As for anonymity... you lose it when you associate a bank account to get liquidity (as mentioned by GP: "nominate a bank account"). Of course, this assumes you can't get liquidity in some other way... but that's non-trivial with large qty of BTC.




> As for anonymity... you lose it when you associate a bank account to get liquidity

Yes, that's true, but that not enough to enforce the tax code. (See the update to my OP.)


> Yes, that's true, but that not enough to enforce the tax code.

Uh, yes it is. Money came into your bank account, and you'll need to explain its origin if the IRS audits you.
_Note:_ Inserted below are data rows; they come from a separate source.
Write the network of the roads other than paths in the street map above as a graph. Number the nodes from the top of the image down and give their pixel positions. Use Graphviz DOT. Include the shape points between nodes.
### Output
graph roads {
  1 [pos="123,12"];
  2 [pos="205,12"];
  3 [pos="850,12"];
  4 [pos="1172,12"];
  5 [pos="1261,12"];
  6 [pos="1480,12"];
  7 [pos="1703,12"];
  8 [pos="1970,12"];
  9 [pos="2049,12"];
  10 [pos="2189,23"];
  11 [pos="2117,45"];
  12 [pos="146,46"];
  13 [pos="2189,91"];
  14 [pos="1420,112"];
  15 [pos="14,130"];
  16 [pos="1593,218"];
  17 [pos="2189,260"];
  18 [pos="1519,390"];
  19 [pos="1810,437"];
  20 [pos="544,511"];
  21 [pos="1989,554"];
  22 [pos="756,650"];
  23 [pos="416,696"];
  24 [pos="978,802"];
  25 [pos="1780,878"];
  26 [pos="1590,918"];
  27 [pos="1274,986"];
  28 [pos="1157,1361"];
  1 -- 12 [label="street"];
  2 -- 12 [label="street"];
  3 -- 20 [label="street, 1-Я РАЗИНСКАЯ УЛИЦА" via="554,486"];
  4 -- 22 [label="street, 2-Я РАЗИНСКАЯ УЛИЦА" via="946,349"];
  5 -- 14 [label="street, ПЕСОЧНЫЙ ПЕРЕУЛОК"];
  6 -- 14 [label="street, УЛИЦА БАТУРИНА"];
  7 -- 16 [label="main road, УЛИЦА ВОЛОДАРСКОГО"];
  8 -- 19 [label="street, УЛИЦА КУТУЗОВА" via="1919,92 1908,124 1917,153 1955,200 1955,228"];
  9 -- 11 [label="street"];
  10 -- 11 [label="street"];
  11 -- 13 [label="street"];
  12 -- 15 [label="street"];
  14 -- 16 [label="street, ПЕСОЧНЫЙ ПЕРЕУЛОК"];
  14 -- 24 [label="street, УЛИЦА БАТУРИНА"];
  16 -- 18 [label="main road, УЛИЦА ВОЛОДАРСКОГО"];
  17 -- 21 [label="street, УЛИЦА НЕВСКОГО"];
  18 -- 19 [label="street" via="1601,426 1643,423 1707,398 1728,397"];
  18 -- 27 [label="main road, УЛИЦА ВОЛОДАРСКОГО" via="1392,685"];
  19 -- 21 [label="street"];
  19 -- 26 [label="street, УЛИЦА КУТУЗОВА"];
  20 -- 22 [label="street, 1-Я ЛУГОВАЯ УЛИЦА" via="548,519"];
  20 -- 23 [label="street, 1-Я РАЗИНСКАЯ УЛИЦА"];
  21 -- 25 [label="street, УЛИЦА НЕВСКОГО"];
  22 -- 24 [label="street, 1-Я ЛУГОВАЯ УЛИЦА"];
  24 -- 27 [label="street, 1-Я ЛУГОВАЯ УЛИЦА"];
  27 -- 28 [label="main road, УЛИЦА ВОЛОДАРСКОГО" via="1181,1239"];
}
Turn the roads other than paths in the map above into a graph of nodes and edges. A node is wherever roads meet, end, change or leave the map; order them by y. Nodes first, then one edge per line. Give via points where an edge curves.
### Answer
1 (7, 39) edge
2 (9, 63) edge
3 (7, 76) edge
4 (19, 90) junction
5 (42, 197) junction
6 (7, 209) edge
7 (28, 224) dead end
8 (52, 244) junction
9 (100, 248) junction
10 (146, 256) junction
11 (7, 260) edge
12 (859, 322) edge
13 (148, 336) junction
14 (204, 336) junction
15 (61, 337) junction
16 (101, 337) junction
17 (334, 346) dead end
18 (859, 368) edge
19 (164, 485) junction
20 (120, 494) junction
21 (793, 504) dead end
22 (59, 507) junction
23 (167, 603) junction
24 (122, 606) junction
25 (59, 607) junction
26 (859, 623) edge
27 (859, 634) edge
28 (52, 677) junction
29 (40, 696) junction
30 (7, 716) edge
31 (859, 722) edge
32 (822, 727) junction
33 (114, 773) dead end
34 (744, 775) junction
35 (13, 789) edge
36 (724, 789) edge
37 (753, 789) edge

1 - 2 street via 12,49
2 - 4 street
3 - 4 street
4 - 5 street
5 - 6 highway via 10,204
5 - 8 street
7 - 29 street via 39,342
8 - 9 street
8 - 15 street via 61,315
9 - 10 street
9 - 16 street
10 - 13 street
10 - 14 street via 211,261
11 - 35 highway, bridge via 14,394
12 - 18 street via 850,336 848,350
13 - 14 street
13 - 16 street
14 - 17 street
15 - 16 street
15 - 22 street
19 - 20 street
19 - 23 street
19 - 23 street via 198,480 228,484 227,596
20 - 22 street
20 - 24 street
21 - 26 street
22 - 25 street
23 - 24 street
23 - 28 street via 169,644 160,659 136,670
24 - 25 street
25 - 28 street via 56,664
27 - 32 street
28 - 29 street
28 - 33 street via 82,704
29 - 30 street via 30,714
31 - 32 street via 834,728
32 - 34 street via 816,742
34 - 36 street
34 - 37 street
Do you honestly believe the IRS would just give up on enforcing the law because you used a tumbler before you converted the bitcoins to USD and put the money in your bank account? The fact that you have the money in your account at the end of that process is what really matters.


In Canada I believe (don't own any bitcoin) you can withdraw from a few dedicated bitcoin ATM's, as far as I know you don't need to also use a regular bank ATM card in the process.


Sure. But the enforcement is said law of near impossible if you're trying to avoid it and you find a willing BTC purchasing person.


A good chunk of tax law is unenforceable if the evader is really clever. That's like observing you can murder someone and get away with it if you leave no evidence. But it's a big risk. You wanna risk jail to keep 15-18% extra? I know I don't.